La fondation [12] fait par ailleurs valoir qu'il n'existerait pas de lien entre la pathologie invoquée par son salarié et le travail réalisé faisant valoir des éléments tels qu'une absence de surcharge de travail, une absence de difficultés relationnelles dans le cadre professionnel, le management adapté de son supérieur hiérarchique ou encore l'existence d'une démarche de prévention des risques psychosociaux. Elle estime que les contestations soulevées relèvent du fait et non de l'aspect médical, et en déduit qu'il n'y a pas lieu d'ordonner la saisine d'un second CRRMP.
L'article L142-17-2 du code de la sécurité sociale impose la saisine d'un second CRRMP en cas de contestation de l'origine professionnelle d'une maladie. Or, en cas de différend relatif à une pathologie hors tableau dont le lien direct et essentiel avec l'activité professionnelle a été établi, le tribunal se doit de recueillir l'avis d'un autre comité régional de reconnaissance des maladies professionnelles, sans qu'il y ait lieu de distinguer selon les moyens invoqués par les parties.

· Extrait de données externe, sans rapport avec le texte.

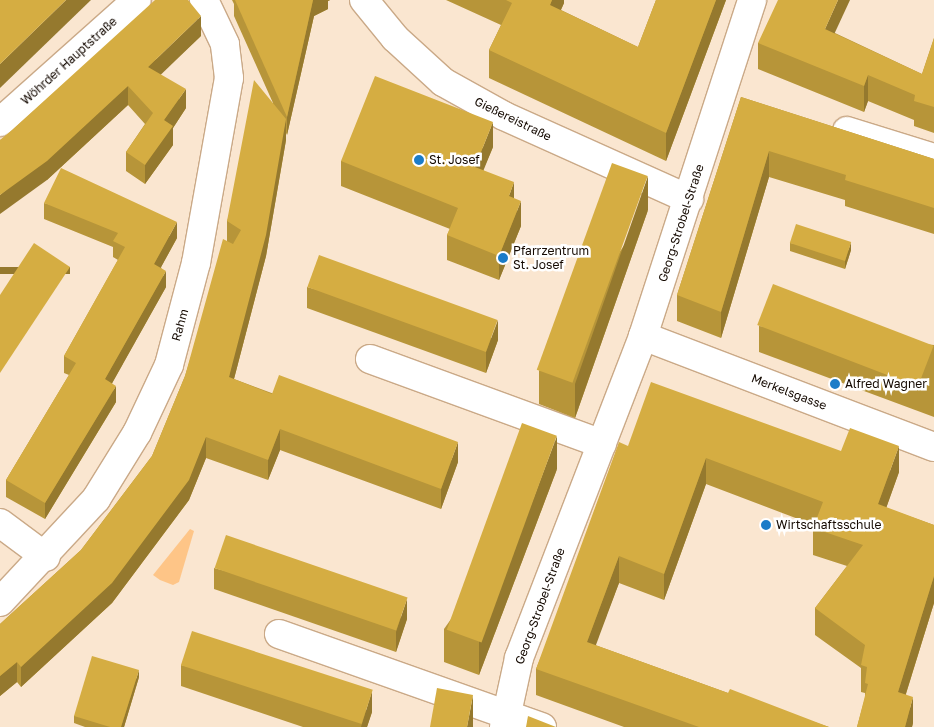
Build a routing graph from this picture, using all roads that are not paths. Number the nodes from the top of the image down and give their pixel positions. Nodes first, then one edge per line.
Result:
1 (137, 0) edge
2 (204, 0) edge
3 (364, 0) edge
4 (752, 0) edge
5 (0, 122) edge
6 (826, 124) edge
7 (934, 158) edge
8 (689, 199) junction
9 (643, 336) junction
10 (370, 359) dead end
11 (602, 444) junction
12 (934, 447) edge
13 (0, 524) edge
14 (46, 557) junction
15 (0, 602) edge
16 (279, 634) dead end
17 (505, 721) edge
18 (542, 727) edge

1 - 5 street, Wöhrder Hauptstraße
2 - 14 street, Rahm
3 - 8 street, Gießereistraße
4 - 8 street, Georg-Strobel-Straße
6 - 7 street
8 - 9 street, Georg-Strobel-Straße
9 - 11 street, Georg-Strobel-Straße
9 - 12 street, Merkelsgasse
10 - 11 street
11 - 17 street, Georg-Strobel-Straße
13 - 14 street
14 - 15 street, Rahm
16 - 17 street
17 - 18 street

En conséquence, il convient de dire que l'avis du CRRMP initial ne s'impose pas et de désigner le CRRMP de la région nouvelle Aquitaine aux fins de se prononcer dans un avis motivé sur l'affection déclarée par Monsieur [Y] du 4 février 2020.
Il sera sursis à statuer sur les autres demandes des parties dans l'attente de l'avis du CRRMP. Les dépens seront également réservés dans cette attente.
PAR CES MOTIFS,
Le tribunal, statuant par décision mixte et contradictoire, par mise à disposition au greffe,
DISPENSE la CPAM de [Localité 11] d’avoir à comparaître ;
DÉBOUTE l'association " Fondation [12] " de ses demandes aux fins d'inopposabilité de la décision de prise en charge de la CPAM de [Localité 11] en date du 4 février 2020 fondées sur l'irrégularité du taux d'incapacité permanente partielle requis au titre de l'article L461-1 alinéa 7 du code de la sécurité sociale et sur les vices affectant l'avis du CRRMP du 9 septembre 2020 ;
et, sur le surplus,
DIT que l'avis du CRRMP du 9 septembre 2020 ne s'impose pas dans les rapports entre la caisse et l'employeur ;
Avant dire droit au fond, tous droits et moyens des parties réservés,
DÉSIGNE le :
Comité régional de reconnaissance des maladies professionnelles
de la région nouvelle Aquitaine :
Direction Régionale Service Médical Nouvelle Aquitaine
Secrétariat du CRRMP de [Localité 6]
[Adresse 7]
[Adresse 7]
[Localité 3]
[XXXXXXXX01]
fax [XXXXXXXX02]
[Courriel 8]
aux fins de se prononcer dans un avis motivé sur l'affection du 4 février 2020 déclarée par Monsieur [G] [Y] et faisant état d'une " dépression réactionnelle " ;
Dans l'attente, ORDONNE le sursis à statuer sur toutes les autres demandes des parties ;
DIT que l'affaire sera rappelée à l'audience après dépôt de conclusions faisant suite à la réception de l'avis du CRRMP, sauf au demandeur à se désister de sa demande ou aux parties à accepter de recourir à une procédure sans audience ;
RÉSERVE la charge des dépens.
Ainsi jugé et mis à disposition au greffe du tribunal le 2 septembre 2024, et signé par le président et le greffier.